El estilo de algunos asesinatos parece confirmarlo, como la forma en que murió un adolescente el pasado jueves en Limón, una ciudad portuaria del Caribe. Una motocicleta pasó por delante de su casa y el pasajero de la parte posterior acribilló con toda frialdad al menor, de 16 años, por un aparente conflicto entre bandas de narcotraficantes. Nadie en la zona sabe quién fue el asesino. Y si lo sabe, guarda silencio.
Aunque ajena a las pandillas llamadas maras que campean en el norte de Centroamérica, Costa Rica no está exenta de asociaciones juveniles y grupos con una organización más compleja que no siempre están en el negocio de la droga. Los asaltos violentos contra casas y vehículos son el pan de cada día.
El hampa atacó en 2007 a 17.000 familias y se apropió de casi 1.000 coches mediante el método del bajonazo (bloqueo de un vehículo con otro para robar a sus ocupantes), como el que sufrió el propio ministro de Hacienda, Guillermo Zúñiga, que la pasada semana autorizó un presupuesto extra del 26% para la policía judicial. Zúñiga perdió su nuevo Toyota todoterreno. Pero le importa poco, porque pudo ser peor si el asaltante encapuchado hubiera disparado el revólver contra él o su esposa mientras los mantenía tumbados en el suelo, con la cara contra el asfalto. "Confieso que antes casi no leía las noticias de las páginas de sucesos, veía como lejanos estos hechos", confesó el ministro al diario La Nación, que publicó un reportaje sobre otros seis miembros del Gabinete que han sufrido en sus carnes algún hecho delictivo y que ahora saben lo que antes sólo suponían.

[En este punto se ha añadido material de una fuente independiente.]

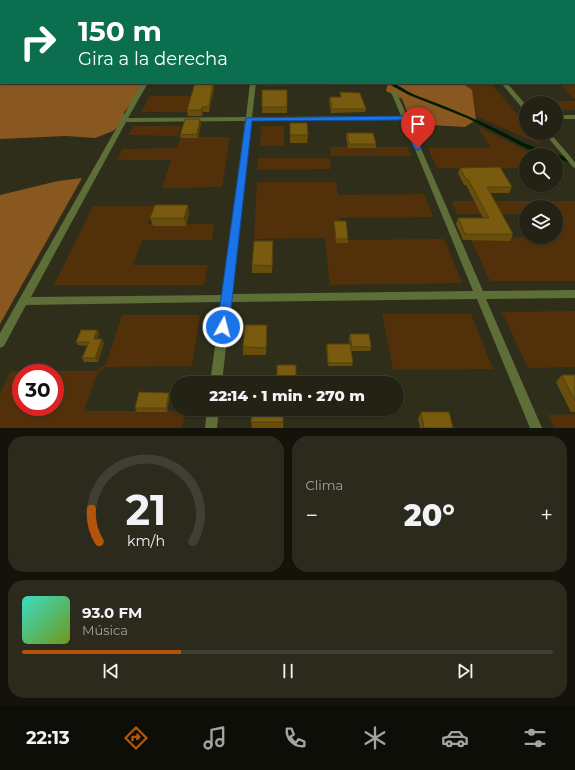 <!DOCTYPE html>
<html lang="es">
<head>
<meta charset="utf-8">
<style>
  body { margin:0; font-family:Montserrat,sans-serif; background:#2b2a1d; color:#f1f3f6; height:100vh; display:flex; flex-direction:column; font-size:15px; white-space:nowrap }
  * { box-sizing:border-box; margin:0 }
  p { font-size:13px; color:#a3a4a0 }
  .icon { flex:none; width:22px; height:22px; fill:none; stroke:currentColor; stroke-width:2; stroke-linecap:round; stroke-linejoin:round }
  .map { position:relative; height:428px; overflow:hidden }
  .side { display:flex; flex-direction:column; gap:8px; padding:8px; background:#13130b; flex:1 }
  .side>* { flex:none }
  .hud { position:absolute; left:0px; top:0px; width:575px; height:84px; box-shadow:0 1px 3px #0004,0 0 0 1px #403f34; background:#0b6e4f; color:#fff; overflow:hidden }
  .fabs { position:absolute; left:519px; top:96px; display:grid; gap:8px }
  .fabs a { display:grid; place-items:center; width:44px; height:44px; border-radius:50%; background:#232214; box-shadow:0 1px 3px #0004,0 0 0 1px #403f34; font-size:20px }
  .speed { position:absolute; left:12px; top:364px; display:flex; gap:8px; font-size:20px; font-weight:700; text-align:center }
  .speed>* { display:grid; place-content:center; width:52px; height:52px; border-radius:50%; background:#232214; box-shadow:0 1px 3px #0004,0 0 0 1px #403f34; line-height:1 }
  .speed .limit { border:6px solid #d22; background:#fff; color:#111 }
  .pin { position:absolute; display:grid; place-items:center; width:34px; height:34px; color:#fff; margin:-41px -17px; border-radius:50% 50% 50% 0; rotate:-45deg; box-shadow:0 0 4px #0007 }
  .pin .icon { rotate:45deg }
  .me { position:absolute; width:44px; margin:-22px; rotate:7deg; stroke-linejoin:round; filter:drop-shadow(0 0 3px #0008) }
  .turn { display:flex; align-items:center; gap:14px; height:84px; padding:0 12px; font-size:18px }
  .turn .icon { width:52px; height:52px; stroke-width:2.5 }
  .turn b { display:block; font-size:28px; line-height:34px }
  .big { font-size:30px; font-weight:800; line-height:1.1 }
  .side .widget { flex:1; display:flex; flex-direction:column; justify-content:center; gap:6px; min-width:0; padding:0 14px; border-radius:16px; background:#2b2a1d }
  .side .dial { align-items:center; gap:0 }
  .dial svg { height:104px; overflow:visible; fill:none; stroke:#403f34; stroke-width:7; stroke-linecap:round; text-anchor:middle }
  .dial text { fill:#f1f3f6; stroke:none }
  .song { display:flex; align-items:center; gap:12px }
  .cover { width:48px; height:48px; border-radius:6px; background:linear-gradient(135deg,hsl(170 70% 55%),hsl(80 70% 35%)) }
  .played { height:4px; border-radius:2px; background:linear-gradient(90deg,#b45309 30%,#403f34 30%) }
  .keys { display:flex; justify-content:space-around; direction:ltr }
  .heat { display:flex; justify-content:space-between; align-items:center; font-size:22px; direction:ltr }
  .side .tiles { flex:1; display:grid; gap:8px; grid-template-columns:1fr 1fr }
  .widget:last-child { grid-column:span 2 }
  .trip { position:absolute; left:170px; top:376px; width:234px; height:40px; border-radius:20px; background:#232214; box-shadow:0 1px 3px #0004,0 0 0 1px #403f34; font-weight:800; line-height:40px; text-align:center }
  .menu { display:flex; height:64px; justify-content:space-around; align-items:center; background:#0e0e08; color:#a3a4a0 }
  .menu .icon { width:28px; height:28px }
  .menu .active { color:#b45309 }
  .menu b { font-size:18px; color:#f1f3f6 }
  .map>svg:first-child { display:block }
  .green { fill:#52310a; fill-rule:evenodd }
  .forest { fill:#895821 }
  .water { fill:#001b00 }
  .lines { fill:none; stroke-linecap:round; stroke-linejoin:round }
  .stream { stroke:#001b00; stroke-width:4 }
  .street { fill:#5d6e38; fill-rule:evenodd }
  .wall { fill:#674e0c }
  .shaded-wall { fill:#54400a }
  .building { fill:#785b0e; stroke:#54400a }
  .route { fill:#1a73e8; stroke:#114b97 }
</style>
</head>
<body>
<div class="map">
<svg width="575" height="428" viewBox="0 0 575 428">
  <rect width="100%" height="100%" fill="#2f2e1a"/>
  <path class="green" d="M574 61 575 62V99L558 83H574Z
    M264 83H385L390 85 263 86Z
    M405 83H491L526 125V133H532L542 145 407 86Z
    M149 96H191L186 112H142Z
    M532 101H575V110H556V103H534Z
    M134 126H181L178 135 181 137H230L222 187 162 188 171 160H117L122 149 177 148 180 138 177 136 128 135Z
    M261 126H284V146H260Z
    M477 126 535 155H526V168H437L428 148H491Z
    M330 147H408L412 156H333L329 158 331 169 257 170 258 158H329L331 155Z
    M257 182H336L338 195 424 194 433 217 340 218 343 240 444 239 462 283 330 285 325 238 254 239Z
    M452 201H575V281H490L470 238 556 237V207H526V214H457Z
    M93 206H154L148 224H214L212 240H142L133 265H208L204 285H54Z
    M575 311V367L528 368 502 312Z
    M382 314H471L493 369 393 370Z
    M122 315H200L192 366 105 367 97 374 84 411H185L182 428H0V394L11 371H97L106 364ZM21 373H55V407H21Z
    M575 414V428H554L548 415Z"/>
  <path class="forest" d="M0 70 1 83H145V87L124 112V121L113 131 95 138 66 136 0 139Z
    M388 83H462L472 90 476 120 465 127 412 124 402 99 386 91Z
    M82 178 0 324V195L58 181Z"/>
  <path class="water" d="M387 83C398 83 405 91 415 95 440 104 464 114 488 125 510 135 530 149 553 152L555 155H543L526 148 467 118 409 95Z"/>
  <g class="lines">
    <path class="stream" d="M556 156 575 162"/>
    <path class="street" d="M189 0H193L188 1Z
      M261 0H265V1H261Z
      M355 0H359V1H355Z
      M430 0H434L435 1H431Z
      M507 0H511L512 1H508Z
      M574 35H575V37H574Z
      M574 50H575V52H574Z
      M142 83H148L128 118 246 117 250 83H256L252 117 401 116 391 92 396 91 483 291 575 290V298L486 299 542 428H530L477 299 231 302 222 383H210L221 302 26 305 4 346 0 348V333ZM403 120 473 291 232 294 251 121ZM245 121 222 295 31 297 126 122Z
      M501 83H507L526 105V111L524 110Z
      M556 115H575V119H556Z
      M544 133H550L575 162V168L573 167Z
      M207 409H219L217 428H205Z"/>
  </g>
  <path class="wall" d="M215 83 209 112H203L202 116H188L187 110Z
    M287 90V113H262V107Z
    M340 92 366 109 365 112 331 113 329 100 330 97H340Z
    M200 119 201 123 198 138H181L180 135Z
    M290 123 308 135 307 143H290Z
    M347 133 376 144V148H348L346 137Z
    M460 168 512 187 509 193H490L513 234 510 241 463 240 456 224 458 218H483L466 185H464L458 173Z
    M189 213 186 226H153L150 218Z
    M334 221 348 239V243H336L334 225Z
    M273 249 272 273H252V265Z
    M97 330 99 334 97 339 104 343 98 362H84L82 358 87 346 78 345 76 342Z
    M267 333 266 355H243V347Z
    M350 334 371 347 370 351H351L353 363 352 366H328L326 348 327 344H350L349 338Z
    M562 375H575V412H571L556 382Z
    M353 376 381 383H351Z
    M169 393 170 396 167 412H137L135 408Z
    M251 409H296V411H284L283 428H252L251 422 252 411H251Z
    M354 409H385L383 415H355Z
    M421 412 453 428H420L418 419Z"/>
  <path class="shaded-wall" d="M213 83H215L209 112V106Z
    M202 107 203 112 202 116 201 110Z
    M200 119 201 123 198 138 197 134Z
    M188 205 189 213 186 226 184 218Z
    M273 241V249L272 273V266Z
    M97 330 99 334 96 343 94 339Z
    M102 339 104 343 98 362 95 358Z
    M169 393 170 396 167 412 166 408Z"/>
  <path class="building" d="M545 0H571L573 1H547Z
    M574 2H575V24H574Z
    M195 83H213L209 106 202 107 201 110H187Z
    M262 90H287V107H262Z
    M340 92 360 93 366 109H332L330 97H341Z
    M185 119H200L197 134 180 135Z
    M290 123H307L308 135H290Z
    M347 133H373L376 144H349Z
    M500 167 512 187H487L513 234H465L458 218H489L468 179H466L460 168Z
    M155 205H188L184 218H150Z
    M334 221H346L348 239H336Z
    M254 241H273L272 266 252 265Z
    M245 325H267L266 348 243 347Z
    M81 330H97L94 339H102L95 358H82L89 342H76Z
    M350 334H369L371 347H352Z
    M327 344H350L353 363H328Z
    M277 365H296V383H252V379L277 380Z
    M562 375H575V401Z
    M353 376H380L381 383H354Z
    M139 392 169 393 166 408H135Z
    M252 409H283V422H251Z
    M421 412H449L453 428H424Z"/>
  <path class="route" d="M405 116 409 118 421 148 420 149 418 150 414 148 403 120 252 121 229 327 227 330 223 332 219 330 217 327 246 118Z"/>
</svg>
<div class="fabs">
<a><svg class="icon" aria-label="sound" viewBox="0 0 24 24"><path d="M4 9h4l5-4v14l-5-4H4zM17 9q2 3 0 6"/></svg></a>
<a><svg class="icon" aria-label="search" viewBox="0 0 24 24"><circle cx="10" cy="10" r="6"/><path d="M15 15l6 6"/></svg></a>
<a><svg class="icon" aria-label="layers" viewBox="0 0 24 24"><path d="M12 4l9 5-9 5-9-5zM3 14l9 5 9-5"/></svg></a>
</div>
<div class="speed"><div class="limit">30</div></div>
<div class="pin" style="left:418px;top:148px;background:#d93025"><svg class="icon" aria-label="arrive" viewBox="0 0 24 24"><path d="M6 21V4h12l-3 4 3 4H6"/></svg></div>
<svg class="me" style="left:223px;top:327px" viewBox="-20 -20 40 40"><circle r="17" fill="#1a73e8" stroke="#fff" stroke-width="3"/><path d="M0-11L8 9 0 5-8 9z" fill="#fff"/></svg>
<div class="trip">22:14 · 1 min · 270 m</div>
<div class="hud">
<div class="turn"><svg class="icon" aria-label="right" viewBox="0 0 24 24"><path d="M7 20v-9h11M14 6l5 5-5 5"/></svg><div><b>150 m</b>Gira a la derecha</div></div>
</div>
</div>
<section class="side">
<div class="tiles">
<div class="widget dial"><svg viewBox="0 0 100 80">
<path d="M14 69A42 42 0 1 1 86 69"/>
<path d="M14 69A42 42 0 0 1 8 44" stroke="#b45309"/>
<text x="50" y="56" font-size="32" font-weight="700">21</text>
<text x="50" y="72" font-size="11">km/h</text>
</svg></div>
<div class="widget"><p>Clima</p>
<div class="heat"><a>−</a><b class="big">20°</b><a>+</a></div>
</div>
<div class="widget">
<div class="song"><i class="cover"></i><div><b>93.0 FM</b><p>Música</p></div></div>
<div class="played"></div>
<div class="keys"><svg class="icon" aria-label="previous" viewBox="0 0 24 24"><path d="M18 5L8 12l10 7zM5 5v14"/></svg><svg class="icon" aria-label="pause" viewBox="0 0 24 24"><path d="M8 5v14M16 5v14"/></svg><svg class="icon" aria-label="next" viewBox="0 0 24 24"><path d="M6 5l10 7-10 7zM19 5v14"/></svg></div>
</div>
</div>
</section>
<nav class="menu">
<b>22:13</b>
<svg class="icon active" aria-label="directions" viewBox="0 0 24 24"><path d="M12 3l9 9-9 9-9-9zM9 14v-3h6M13 9l2 2-2 2"/></svg>
<svg class="icon" aria-label="music" viewBox="0 0 24 24"><path d="M9 18V5l10-2v13"/><circle cx="6" cy="18" r="3"/><circle cx="16" cy="16" r="3"/></svg>
<svg class="icon" aria-label="phone" viewBox="0 0 24 24"><path d="M5 4h4l2 5-3 2q2 4 5 5l2-3 5 2v4C11 20 4 13 5 4z"/></svg>
<svg class="icon" aria-label="climate" viewBox="0 0 24 24"><path d="M12 3v18M4 7l16 10M4 17L20 7"/></svg>
<svg class="icon" aria-label="car" viewBox="0 0 24 24"><path d="M5 17H2v-5l4-1 3-4h7l3 4 3 1v5h-3M9 17h6M6 11h13"/><circle cx="7" cy="17" r="2"/><circle cx="17" cy="17" r="2"/></svg>
<svg class="icon" aria-label="filters" viewBox="0 0 24 24"><path d="M4 7h16M4 17h16"/><circle cx="9" cy="7" r="2"/><circle cx="15" cy="17" r="2"/></svg>
</nav>
</body>
</html>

La lectura que se hace en las calles es simple: el crimen organizado sólo tenía que llegar a los políticos para que se dieran cuenta de que existía.
El Gobierno acaba de prometer más dinero para que la policía de investigación judicial duplique su número de agentes, para abrir tribunales que juzguen delitos menores (robos de objetos valorados en menos de 500 dólares carecen de pena) y para reforzar la llamada Fuerza Pública, el cuerpo policial que opera en este país, carente de Ejército. También impulsan reformas legales cuya aprobación podría tardar años, según los ritmos del Congreso. Y discursos. Y promesas. Y quizá dilemas ante una parte de la población que clama por políticas de mano dura, frente a otra que mira las chabolas y siente que ahí es donde realmente ha empezado Costa Rica a andar el camino que llevan adelantado sus vecinos centroamericanos.